Ce sentiment n’est pas né de rien. Les réseaux sociaux et certains médias présentent fréquemment les Noirs et les Maghrébins comme des voleurs, des escrocs, ou encore des trouble-fêtes. Quand un Africain réussit dans leur pays, il est parfois caricaturé en pédophile ou en criminel. Cette image diffusée à grande échelle nourrit la méfiance et l’injustice.
En tant que journaliste camerounais et fier de mes racines africaines, je tiens à rappeler une vérité simple : la France, comme tout pays, a ses problèmes internes. Il existe dans ce pays des pédophiles blancs, des criminels et des abus de pouvoir. Pourtant, trop souvent, ce sont nos frères africains qui sont stigmatisés. Cette double morale est injuste et dangereuse.
Les témoignages abondent sur les réseaux sociaux. Des jeunes artistes, des sportifs et des entrepreneurs racontent les discriminations qu’ils subissent. Pourtant, ces mêmes personnes contribuent à la richesse culturelle et économique de leur pays d’accueil. Paul Pogba, Kylian Mbappé, Karim Benzema, Omar Sy ou Dieu Donné ne sont pas des exceptions : ils incarnent la réussite africaine à l’international, malgré les critiques et les préjugés.
Le problème ne se limite pas à la France. Certains médias africains eux-mêmes participent à la diffusion d’informations diffamatoires sur leurs propres compatriotes. Trop souvent, on lave le linge sale en public, en oubliant que l’Afrique mérite fierté et respect. La vérité est simple : nos artistes, nos sportifs et nos intellectuels africains méritent d’être soutenus, célébrés et protégés contre les fausses accusations.
Cameroun Liberty appelle à un éveil collectif.

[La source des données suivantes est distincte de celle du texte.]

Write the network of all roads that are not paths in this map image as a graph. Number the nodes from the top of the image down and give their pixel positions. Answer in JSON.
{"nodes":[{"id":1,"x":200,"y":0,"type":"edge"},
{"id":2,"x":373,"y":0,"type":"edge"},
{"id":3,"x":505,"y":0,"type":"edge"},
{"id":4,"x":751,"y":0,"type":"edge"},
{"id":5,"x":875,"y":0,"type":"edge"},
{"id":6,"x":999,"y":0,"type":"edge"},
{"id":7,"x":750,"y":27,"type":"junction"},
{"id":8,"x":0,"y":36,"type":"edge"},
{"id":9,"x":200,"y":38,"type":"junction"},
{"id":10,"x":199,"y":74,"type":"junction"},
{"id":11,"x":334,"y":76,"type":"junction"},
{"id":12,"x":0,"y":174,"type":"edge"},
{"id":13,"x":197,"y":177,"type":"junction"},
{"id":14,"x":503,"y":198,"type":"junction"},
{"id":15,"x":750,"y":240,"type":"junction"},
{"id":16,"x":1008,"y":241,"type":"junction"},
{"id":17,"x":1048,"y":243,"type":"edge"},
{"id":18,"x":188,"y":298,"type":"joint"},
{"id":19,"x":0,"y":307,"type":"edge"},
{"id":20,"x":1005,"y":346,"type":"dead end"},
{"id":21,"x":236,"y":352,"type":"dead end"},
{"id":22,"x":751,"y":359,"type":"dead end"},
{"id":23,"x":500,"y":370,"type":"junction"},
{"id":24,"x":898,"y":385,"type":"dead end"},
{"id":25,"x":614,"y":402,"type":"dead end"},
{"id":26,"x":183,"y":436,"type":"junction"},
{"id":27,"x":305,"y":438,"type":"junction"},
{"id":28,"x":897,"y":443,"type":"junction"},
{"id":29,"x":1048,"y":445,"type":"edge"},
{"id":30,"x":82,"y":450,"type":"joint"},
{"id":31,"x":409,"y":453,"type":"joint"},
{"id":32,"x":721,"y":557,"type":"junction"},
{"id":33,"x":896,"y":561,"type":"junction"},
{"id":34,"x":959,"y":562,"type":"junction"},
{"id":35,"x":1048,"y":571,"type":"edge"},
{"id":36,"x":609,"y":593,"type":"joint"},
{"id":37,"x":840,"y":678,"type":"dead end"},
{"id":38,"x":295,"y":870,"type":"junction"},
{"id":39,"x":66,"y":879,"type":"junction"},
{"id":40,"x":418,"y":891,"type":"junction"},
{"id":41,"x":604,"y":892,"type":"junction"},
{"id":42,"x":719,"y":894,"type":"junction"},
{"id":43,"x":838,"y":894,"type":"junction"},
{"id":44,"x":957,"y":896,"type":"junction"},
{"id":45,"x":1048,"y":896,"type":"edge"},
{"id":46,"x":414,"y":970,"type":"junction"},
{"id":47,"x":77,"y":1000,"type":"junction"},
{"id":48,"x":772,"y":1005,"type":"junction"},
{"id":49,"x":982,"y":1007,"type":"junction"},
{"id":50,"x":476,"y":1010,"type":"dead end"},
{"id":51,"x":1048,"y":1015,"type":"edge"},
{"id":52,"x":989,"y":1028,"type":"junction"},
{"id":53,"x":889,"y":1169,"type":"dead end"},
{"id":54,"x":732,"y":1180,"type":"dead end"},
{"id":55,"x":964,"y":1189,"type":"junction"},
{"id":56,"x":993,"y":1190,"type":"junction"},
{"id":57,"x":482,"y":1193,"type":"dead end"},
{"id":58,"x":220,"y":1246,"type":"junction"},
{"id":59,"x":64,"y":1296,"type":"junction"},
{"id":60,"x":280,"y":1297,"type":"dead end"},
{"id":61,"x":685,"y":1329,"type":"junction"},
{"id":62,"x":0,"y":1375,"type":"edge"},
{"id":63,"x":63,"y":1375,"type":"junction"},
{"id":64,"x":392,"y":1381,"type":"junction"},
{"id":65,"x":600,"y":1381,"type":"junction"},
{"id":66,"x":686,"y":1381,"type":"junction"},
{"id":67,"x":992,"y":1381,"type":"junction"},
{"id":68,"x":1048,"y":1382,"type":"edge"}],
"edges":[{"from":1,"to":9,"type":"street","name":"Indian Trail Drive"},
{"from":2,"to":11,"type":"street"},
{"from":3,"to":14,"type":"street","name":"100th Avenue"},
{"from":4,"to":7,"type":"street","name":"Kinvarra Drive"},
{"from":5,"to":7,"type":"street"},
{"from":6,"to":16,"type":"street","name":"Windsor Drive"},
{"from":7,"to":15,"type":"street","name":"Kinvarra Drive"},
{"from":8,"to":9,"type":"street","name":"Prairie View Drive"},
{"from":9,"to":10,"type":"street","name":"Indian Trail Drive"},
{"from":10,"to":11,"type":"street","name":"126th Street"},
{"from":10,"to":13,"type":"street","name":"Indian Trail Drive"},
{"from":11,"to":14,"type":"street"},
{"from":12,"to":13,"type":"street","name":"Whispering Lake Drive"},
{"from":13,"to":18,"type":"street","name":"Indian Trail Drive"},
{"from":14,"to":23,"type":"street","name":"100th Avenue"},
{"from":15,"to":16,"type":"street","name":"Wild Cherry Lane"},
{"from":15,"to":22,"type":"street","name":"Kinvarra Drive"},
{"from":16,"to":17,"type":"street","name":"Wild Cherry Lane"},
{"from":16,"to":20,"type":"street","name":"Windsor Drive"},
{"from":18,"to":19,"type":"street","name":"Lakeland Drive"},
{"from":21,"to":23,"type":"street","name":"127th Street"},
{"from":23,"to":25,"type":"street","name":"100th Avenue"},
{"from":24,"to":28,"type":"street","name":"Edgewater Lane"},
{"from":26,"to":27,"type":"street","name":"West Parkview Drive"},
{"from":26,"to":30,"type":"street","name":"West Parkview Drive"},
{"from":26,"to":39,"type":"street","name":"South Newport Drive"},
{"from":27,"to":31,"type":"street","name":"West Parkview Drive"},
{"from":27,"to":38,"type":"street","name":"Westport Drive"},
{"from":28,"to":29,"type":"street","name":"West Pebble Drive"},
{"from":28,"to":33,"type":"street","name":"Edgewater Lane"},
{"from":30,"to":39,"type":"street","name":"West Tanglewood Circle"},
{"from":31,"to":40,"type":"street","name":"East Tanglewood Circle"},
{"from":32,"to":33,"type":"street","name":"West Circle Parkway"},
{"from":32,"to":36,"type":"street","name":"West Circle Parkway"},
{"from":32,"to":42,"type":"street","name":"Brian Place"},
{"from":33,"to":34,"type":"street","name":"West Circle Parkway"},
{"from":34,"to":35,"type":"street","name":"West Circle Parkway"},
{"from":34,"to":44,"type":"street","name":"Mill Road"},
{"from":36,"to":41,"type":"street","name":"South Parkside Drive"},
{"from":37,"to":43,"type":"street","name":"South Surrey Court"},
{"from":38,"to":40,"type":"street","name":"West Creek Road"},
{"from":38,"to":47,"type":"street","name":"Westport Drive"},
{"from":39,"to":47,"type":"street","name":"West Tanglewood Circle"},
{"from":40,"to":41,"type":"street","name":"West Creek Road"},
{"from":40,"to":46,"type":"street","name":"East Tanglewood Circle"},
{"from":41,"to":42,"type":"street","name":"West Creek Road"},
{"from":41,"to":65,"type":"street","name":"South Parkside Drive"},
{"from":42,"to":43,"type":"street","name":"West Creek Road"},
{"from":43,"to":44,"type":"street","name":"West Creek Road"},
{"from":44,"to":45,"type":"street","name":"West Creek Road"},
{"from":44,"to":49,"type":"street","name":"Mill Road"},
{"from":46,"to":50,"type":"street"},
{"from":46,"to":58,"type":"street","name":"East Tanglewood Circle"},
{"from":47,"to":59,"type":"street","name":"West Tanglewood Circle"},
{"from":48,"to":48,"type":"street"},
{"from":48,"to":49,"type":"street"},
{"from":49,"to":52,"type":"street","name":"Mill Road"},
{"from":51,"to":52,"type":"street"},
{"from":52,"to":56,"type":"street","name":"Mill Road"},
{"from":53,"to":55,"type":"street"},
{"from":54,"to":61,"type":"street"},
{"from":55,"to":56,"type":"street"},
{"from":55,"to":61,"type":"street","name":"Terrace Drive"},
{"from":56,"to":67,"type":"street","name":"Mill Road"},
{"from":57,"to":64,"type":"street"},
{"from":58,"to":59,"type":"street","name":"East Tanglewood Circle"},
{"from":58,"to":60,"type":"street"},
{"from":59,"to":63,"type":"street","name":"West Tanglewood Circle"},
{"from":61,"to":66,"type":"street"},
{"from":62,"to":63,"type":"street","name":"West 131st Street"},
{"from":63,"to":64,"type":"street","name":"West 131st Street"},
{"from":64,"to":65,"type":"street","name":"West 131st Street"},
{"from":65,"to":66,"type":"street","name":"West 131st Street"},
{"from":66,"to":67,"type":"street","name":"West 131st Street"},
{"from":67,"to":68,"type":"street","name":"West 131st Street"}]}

Il est temps que la communauté africaine se lève pour défendre ses talents, ses voix et ses histoires. La stigmatisation doit cesser, et les succès africains doivent être reconnus, sans compromis ni hypocrisie. Le monde commence à ouvrir les yeux sur le génie africain, et il est impératif que cette reconnaissance ne soit plus retardée par la peur, l’ignorance ou les préjugés.
L’Afrique est en marche. Ses artistes, ses sportifs, ses journalistes et ses citoyens méritent un traitement juste, une voix libre et un espace pour s’exprimer. La vérité, sans filtre ni peur, est notre arme. Et elle finira par triompher.